Por conta da crise econômica mundial, poderemos nos deparar com a insólita situação de nossas redes públicas de ensino básico e universitário se metamorfosearem em OS's. E ainda, com o apoio de organizações na sociedade civil, tais como Movimento Todos pela Educação, que são mantidos por grandes empresas e revestidos numa roupagem apolítica, solidária e dialógica. Aí sim enterraremos de vez os poucos avanços da Constituição Federal de 1988, que no Artigo 205, afirma a educação como “direito de todos e dever do Estado e da família”, especifica o princípio de gratuidade no Artigo 206, assegurando-o em todos os níveis na rede pública, e reafirma, no Artigo 208, o dever do Estado na garantia da educação.

Estamos vivendo o aprofundamento e o alargamento da privatização dos serviços públicos, bem nos moldes neoliberais. A privatização de serviços públicos educacionais não só solapa nossos direitos como também precariza o trabalho dos profissionais da educação contratados com salários aviltantes e desrespeitando as poucas garantias trabalhistas que nos restam.

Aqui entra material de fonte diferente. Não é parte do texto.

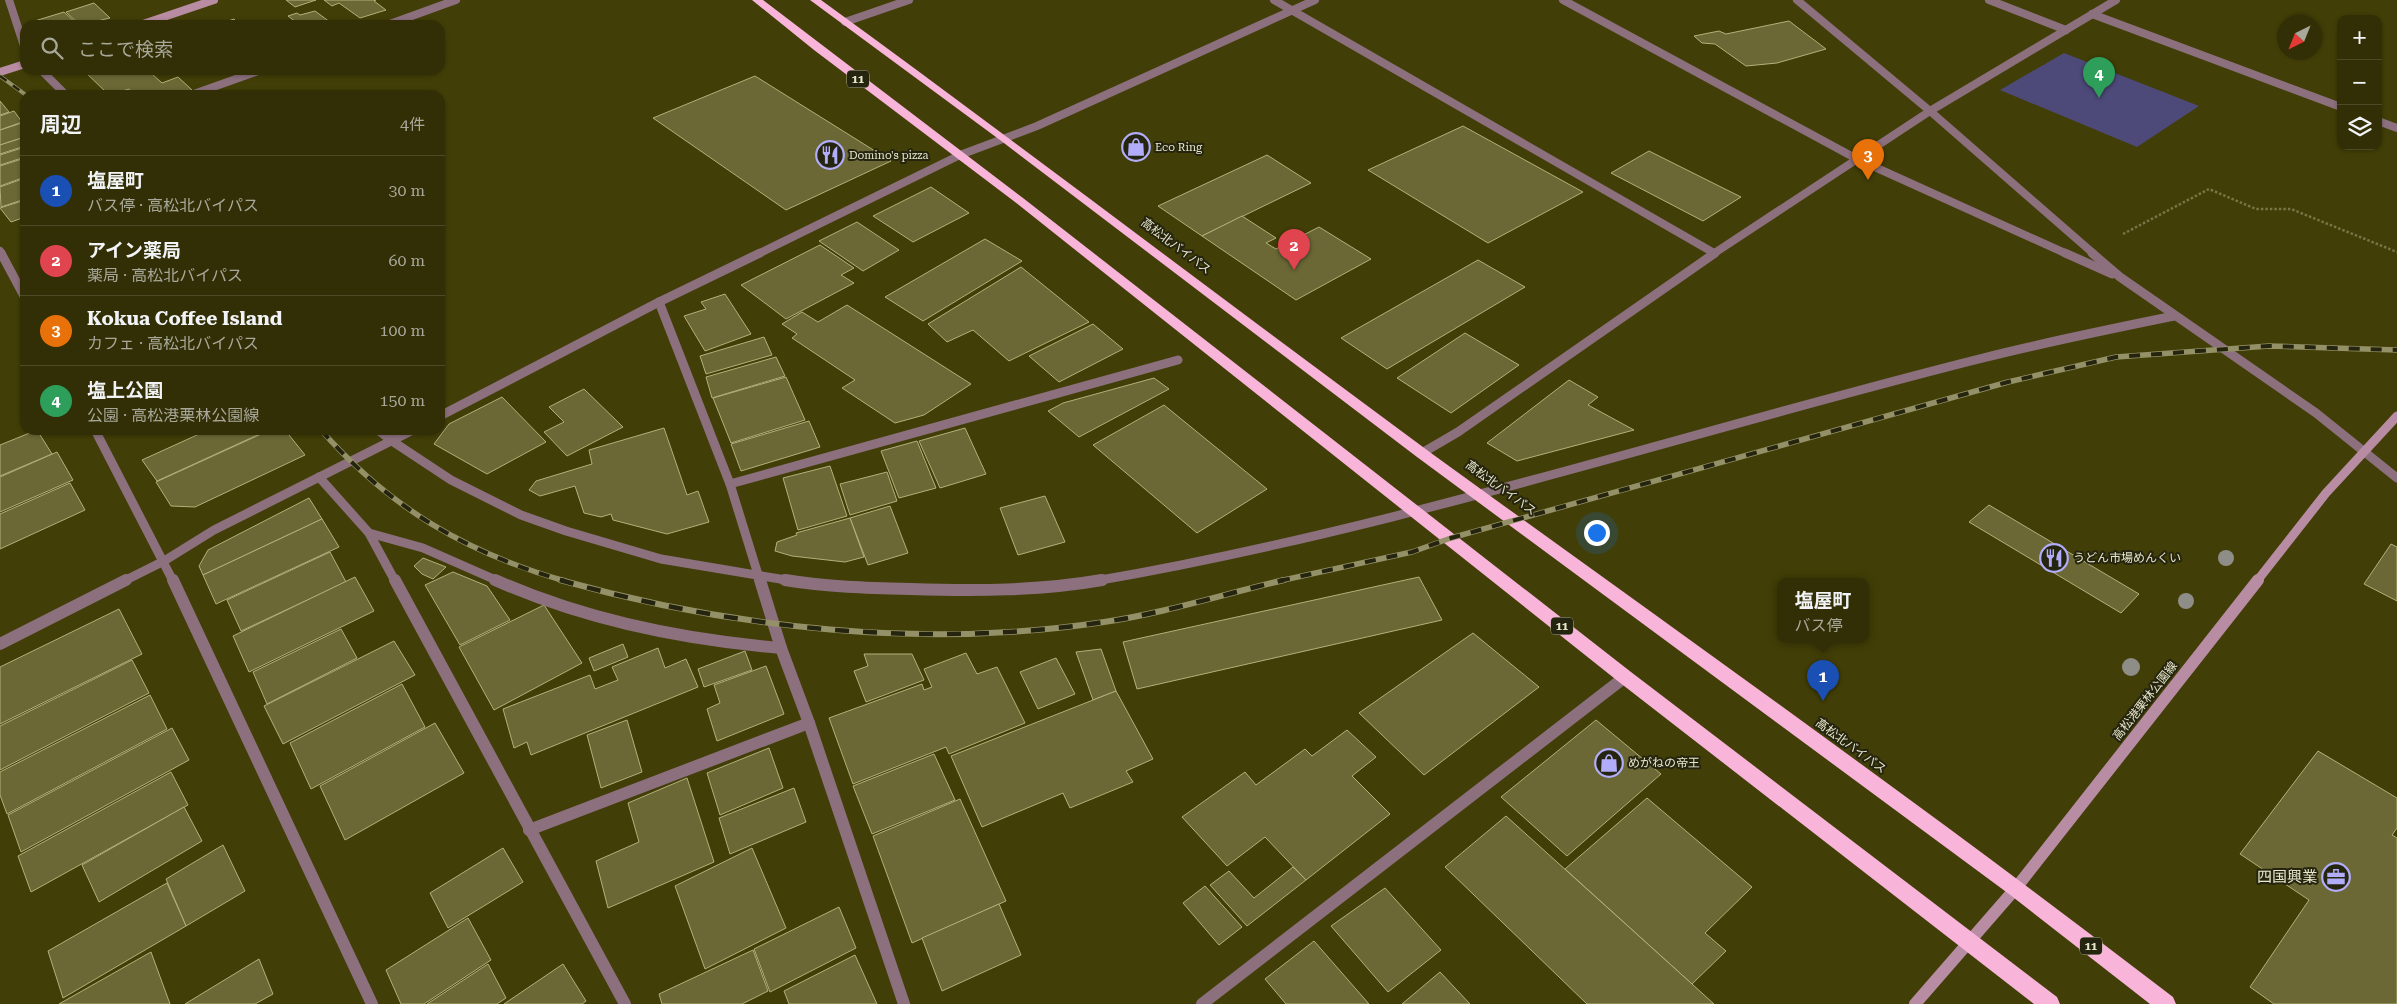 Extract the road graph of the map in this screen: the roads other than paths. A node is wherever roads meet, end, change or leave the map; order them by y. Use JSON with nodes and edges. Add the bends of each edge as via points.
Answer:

Este é o modelo de gestão social ou educacional eficaz: prestar serviços de baixo custo e de baixa qualidade, fugindo da lei de licitação pública. Afinal, se esta nova gestão “fracassar”, como aconteceu e está acontecendo com várias Ongs que prestaram ou ainda prestam serviços de creche em comunidades carentes e que se encontram sem dinheiro para pagar seus profissionais e arcar com seus custos pela falta de continuidade no patrocínio financeiro, os experts em gestão surgirão com novas estratégias e os “políticos” de plantão estarão postos para assegurar gordas gorjetas da verba pública.

É urgente pensarmos num projeto de sociedade; é urgente tomarmos a educação, a saúde, a cultura, o direito a uma vida digna como uma questão social e não como uma gestão social.
[1] Doutora em Serviço Social (UFRJ). Mestre em Educação (UFF). Professora Colaboradora do Programa de Pós-Graduação em Políticas Públicas e Formação Humana da UERJ e Pesquisadora da FAPERJ.
[2] Mestre em Educação (UFRJ). Doutorando em Educação (UFRJ).

2 comentários:

Anônimo disse...

Olá!
Gostaria que fornecessem a fonte, na qual posso encontrar este texto da professora Vânia Motta: Educação: Gestão social ou questão social? que vocês postaram neste blog.
Grata.
Joelma- FE UFRJ

Movimento Quem vem com tudo não cansa! disse...

Cara Joelma,

este já é o artigo na íntegra, elaborado pela profª Vânia e pelo Bruno Gawryszewski.

Saudações!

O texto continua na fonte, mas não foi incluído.